LA LOUTRE FAIT DE LA RESISTANCE

Vous pouvez me montrer la Baie de Naples. Vous pouvez me mettre devant Miss Monde. Rien ne sera jamais aussi beau à mes yeux que la loutre qui s’ébattait devant moi à la pêche pendant que je retenais mon souffle !
Ca s’est passé, il y a une dizaine d’années dans le Sud pas très loin d’Agde. Je pêchais presque chaque jour dans un recoin de l’Hérault formant une espèce de mare. Déjà, il y avait les roseaux, les papillons, les martins-pêcheurs d’un bleu vif, sans oublier les grenouilles et même les couleuvres d’eau. L’ambiance musicale était assurée par une compagnie de cigales.
Presque à chaque fois, en début d’après-midi, une loutre apparaissait, venant de ma gauche. Elle prenait tout son temps ! De couleur marron clair, elle glissait tout en douceur sur le ventre. Au bout de quelques mètres, un petit coup d’œil en coin pour s’assurer que je l’admirais ! Et elle repartait toujours en douceur, en nage sur le dos en moulinant avec ses pattes de devant derrière sa tête. Pendant une heure et demie, elle batifolait avec des pauses par-ci, par–là.
Quel magnifique animal et quelle grâce ! Un véritable ballet nautique à elle toute seule. Je n’osais pas bouger d’un poil, fasciné par tant de beauté !
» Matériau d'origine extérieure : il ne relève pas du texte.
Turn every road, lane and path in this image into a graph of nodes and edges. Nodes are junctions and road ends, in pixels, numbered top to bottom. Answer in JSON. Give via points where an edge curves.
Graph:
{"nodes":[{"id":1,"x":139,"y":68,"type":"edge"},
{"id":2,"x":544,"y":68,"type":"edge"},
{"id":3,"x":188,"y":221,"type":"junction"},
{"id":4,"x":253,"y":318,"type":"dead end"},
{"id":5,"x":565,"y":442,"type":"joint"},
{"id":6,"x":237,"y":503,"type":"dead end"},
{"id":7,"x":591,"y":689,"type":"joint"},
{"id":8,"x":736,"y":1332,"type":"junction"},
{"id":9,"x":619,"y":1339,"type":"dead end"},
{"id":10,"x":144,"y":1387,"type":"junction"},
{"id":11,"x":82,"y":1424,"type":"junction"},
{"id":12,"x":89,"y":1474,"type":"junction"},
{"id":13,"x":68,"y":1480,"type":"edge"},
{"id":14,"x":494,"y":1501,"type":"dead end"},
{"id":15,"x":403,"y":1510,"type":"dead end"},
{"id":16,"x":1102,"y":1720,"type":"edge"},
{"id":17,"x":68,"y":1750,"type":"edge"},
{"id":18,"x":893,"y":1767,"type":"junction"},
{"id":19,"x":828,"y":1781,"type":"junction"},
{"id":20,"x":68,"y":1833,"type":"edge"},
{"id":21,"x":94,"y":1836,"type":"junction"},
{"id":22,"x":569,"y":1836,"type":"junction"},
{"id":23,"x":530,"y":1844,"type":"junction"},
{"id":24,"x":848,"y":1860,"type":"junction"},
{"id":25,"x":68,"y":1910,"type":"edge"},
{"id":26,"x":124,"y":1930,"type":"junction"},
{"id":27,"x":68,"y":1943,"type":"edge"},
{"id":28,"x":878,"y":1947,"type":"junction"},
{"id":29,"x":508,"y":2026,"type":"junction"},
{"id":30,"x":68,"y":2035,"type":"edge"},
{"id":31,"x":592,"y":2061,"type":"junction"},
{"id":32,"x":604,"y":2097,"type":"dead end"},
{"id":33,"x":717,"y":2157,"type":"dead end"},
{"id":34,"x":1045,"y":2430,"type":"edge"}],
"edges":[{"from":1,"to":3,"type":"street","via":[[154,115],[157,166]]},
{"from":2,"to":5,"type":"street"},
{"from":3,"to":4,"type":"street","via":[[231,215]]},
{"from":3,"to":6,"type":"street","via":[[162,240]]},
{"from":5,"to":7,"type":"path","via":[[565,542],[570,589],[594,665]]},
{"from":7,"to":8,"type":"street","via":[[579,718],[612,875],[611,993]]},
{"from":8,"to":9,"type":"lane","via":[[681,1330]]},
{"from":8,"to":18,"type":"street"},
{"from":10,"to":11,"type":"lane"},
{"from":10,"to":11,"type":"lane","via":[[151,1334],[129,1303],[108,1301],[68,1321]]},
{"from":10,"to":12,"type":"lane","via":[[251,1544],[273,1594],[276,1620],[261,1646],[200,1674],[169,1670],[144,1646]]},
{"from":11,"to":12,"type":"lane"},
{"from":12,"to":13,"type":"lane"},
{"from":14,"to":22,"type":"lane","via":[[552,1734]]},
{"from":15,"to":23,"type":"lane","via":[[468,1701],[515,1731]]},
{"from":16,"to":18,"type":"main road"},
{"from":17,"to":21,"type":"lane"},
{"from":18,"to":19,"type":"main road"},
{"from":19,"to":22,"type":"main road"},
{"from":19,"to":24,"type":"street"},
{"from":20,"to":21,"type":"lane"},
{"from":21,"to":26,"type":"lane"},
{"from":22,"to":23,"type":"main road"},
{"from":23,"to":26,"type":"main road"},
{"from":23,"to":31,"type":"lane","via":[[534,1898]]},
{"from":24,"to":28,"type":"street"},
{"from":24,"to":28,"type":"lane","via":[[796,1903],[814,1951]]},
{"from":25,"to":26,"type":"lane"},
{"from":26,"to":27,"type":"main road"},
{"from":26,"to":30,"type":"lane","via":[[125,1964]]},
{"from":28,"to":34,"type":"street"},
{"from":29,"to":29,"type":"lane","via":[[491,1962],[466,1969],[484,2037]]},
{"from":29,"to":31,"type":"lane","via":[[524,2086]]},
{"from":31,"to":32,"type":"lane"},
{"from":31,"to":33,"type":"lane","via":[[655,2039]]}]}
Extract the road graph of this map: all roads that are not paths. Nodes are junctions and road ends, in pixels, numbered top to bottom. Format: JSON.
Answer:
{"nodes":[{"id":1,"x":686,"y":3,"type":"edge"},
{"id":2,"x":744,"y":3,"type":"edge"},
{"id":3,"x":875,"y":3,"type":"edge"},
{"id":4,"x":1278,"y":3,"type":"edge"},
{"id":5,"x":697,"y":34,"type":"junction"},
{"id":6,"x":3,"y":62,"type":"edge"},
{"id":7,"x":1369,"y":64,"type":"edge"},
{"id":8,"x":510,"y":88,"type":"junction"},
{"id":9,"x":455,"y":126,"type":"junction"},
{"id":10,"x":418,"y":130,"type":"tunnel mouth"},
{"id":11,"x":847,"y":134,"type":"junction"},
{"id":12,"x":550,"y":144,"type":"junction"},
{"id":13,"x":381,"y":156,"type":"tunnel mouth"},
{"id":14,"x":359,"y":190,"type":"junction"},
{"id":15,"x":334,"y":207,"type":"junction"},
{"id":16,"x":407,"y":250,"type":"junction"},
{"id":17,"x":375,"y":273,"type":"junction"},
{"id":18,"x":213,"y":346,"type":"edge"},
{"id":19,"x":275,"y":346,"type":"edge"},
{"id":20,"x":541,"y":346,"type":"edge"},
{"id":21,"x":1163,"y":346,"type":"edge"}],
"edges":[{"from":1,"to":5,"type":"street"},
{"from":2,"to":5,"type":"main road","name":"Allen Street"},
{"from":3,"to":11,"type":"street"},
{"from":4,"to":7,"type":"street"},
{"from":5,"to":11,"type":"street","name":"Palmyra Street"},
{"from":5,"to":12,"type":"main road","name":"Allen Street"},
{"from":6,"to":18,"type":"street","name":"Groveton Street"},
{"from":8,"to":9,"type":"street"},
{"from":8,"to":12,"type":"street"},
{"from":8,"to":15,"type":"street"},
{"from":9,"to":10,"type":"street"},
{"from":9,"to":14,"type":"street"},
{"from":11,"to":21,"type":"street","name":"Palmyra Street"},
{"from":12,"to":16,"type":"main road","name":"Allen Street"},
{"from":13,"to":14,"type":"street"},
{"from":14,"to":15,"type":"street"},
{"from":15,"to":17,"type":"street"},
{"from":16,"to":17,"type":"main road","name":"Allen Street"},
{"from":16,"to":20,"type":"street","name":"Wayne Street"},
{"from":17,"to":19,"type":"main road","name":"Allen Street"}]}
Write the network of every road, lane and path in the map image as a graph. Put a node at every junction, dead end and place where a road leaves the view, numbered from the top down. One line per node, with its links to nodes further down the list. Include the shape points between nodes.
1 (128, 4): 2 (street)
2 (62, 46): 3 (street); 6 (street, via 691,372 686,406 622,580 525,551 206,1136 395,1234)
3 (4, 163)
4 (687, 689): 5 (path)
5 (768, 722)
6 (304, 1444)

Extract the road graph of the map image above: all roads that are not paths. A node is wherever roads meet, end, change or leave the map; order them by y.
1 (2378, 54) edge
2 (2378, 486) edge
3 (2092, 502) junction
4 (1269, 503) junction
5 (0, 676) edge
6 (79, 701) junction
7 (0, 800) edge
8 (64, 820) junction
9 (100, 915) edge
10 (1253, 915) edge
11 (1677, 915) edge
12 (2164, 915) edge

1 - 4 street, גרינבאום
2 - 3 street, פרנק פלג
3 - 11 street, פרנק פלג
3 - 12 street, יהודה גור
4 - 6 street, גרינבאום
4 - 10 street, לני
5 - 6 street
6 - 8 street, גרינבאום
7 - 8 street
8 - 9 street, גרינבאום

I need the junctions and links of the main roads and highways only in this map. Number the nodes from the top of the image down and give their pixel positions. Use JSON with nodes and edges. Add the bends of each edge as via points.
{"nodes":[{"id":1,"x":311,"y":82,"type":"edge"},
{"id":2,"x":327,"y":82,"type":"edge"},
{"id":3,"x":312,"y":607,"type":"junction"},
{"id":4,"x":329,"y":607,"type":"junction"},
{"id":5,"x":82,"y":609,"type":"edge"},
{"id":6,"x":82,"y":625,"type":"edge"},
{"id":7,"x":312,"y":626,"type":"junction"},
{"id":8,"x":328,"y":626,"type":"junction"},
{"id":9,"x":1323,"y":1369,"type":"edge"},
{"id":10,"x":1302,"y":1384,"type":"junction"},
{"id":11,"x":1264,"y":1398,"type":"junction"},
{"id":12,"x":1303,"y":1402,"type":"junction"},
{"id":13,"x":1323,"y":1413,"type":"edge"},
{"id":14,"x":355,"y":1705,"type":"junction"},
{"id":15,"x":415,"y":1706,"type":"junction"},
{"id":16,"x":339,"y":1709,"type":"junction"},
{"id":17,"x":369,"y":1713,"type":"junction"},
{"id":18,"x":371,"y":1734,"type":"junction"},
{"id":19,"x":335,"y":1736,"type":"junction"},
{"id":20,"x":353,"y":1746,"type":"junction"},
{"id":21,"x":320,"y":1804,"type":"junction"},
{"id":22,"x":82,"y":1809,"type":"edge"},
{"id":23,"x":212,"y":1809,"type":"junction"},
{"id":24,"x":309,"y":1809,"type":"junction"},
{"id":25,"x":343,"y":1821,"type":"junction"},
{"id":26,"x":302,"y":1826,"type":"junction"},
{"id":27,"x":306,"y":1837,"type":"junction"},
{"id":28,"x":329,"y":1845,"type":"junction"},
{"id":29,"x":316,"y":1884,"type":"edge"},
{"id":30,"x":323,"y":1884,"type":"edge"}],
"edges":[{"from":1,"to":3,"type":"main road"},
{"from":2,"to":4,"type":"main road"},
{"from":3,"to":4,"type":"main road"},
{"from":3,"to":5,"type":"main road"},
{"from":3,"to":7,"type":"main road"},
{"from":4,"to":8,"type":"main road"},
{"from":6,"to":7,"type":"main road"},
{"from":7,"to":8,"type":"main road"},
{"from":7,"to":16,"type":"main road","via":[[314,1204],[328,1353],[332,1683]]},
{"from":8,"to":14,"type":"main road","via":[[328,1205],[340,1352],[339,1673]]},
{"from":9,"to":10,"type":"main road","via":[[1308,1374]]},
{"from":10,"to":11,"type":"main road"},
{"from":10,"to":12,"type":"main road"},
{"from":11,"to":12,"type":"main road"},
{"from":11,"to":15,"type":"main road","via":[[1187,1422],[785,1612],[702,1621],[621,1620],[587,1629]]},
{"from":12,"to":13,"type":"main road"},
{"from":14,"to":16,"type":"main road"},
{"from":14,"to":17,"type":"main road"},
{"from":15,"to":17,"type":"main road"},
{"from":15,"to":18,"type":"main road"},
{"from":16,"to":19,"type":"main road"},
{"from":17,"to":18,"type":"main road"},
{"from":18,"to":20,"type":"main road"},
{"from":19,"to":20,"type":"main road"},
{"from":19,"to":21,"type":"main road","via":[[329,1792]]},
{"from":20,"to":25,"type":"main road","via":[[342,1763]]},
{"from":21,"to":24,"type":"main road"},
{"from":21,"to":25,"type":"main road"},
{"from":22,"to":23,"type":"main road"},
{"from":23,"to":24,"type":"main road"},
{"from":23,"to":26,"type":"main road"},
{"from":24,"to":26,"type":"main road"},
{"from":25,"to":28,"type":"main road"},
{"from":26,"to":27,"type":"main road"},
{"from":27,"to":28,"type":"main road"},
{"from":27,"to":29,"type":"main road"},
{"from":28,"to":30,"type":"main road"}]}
J’ai lu que la loutre vit dans un terrier aménagé dans une berge. Elle met bas deux à quatre petits loutrons. C’est une maman adorable ! Pendant huit mois, elle nourrit ses petits, trois à quatre fois par jour, avec des poissons, avec des grenouilles et avec des écrevisses.
Ma loutre, je l’ai vue une bonne trentaine de fois en deux ans. Et puis, elle n’est plus réapparue.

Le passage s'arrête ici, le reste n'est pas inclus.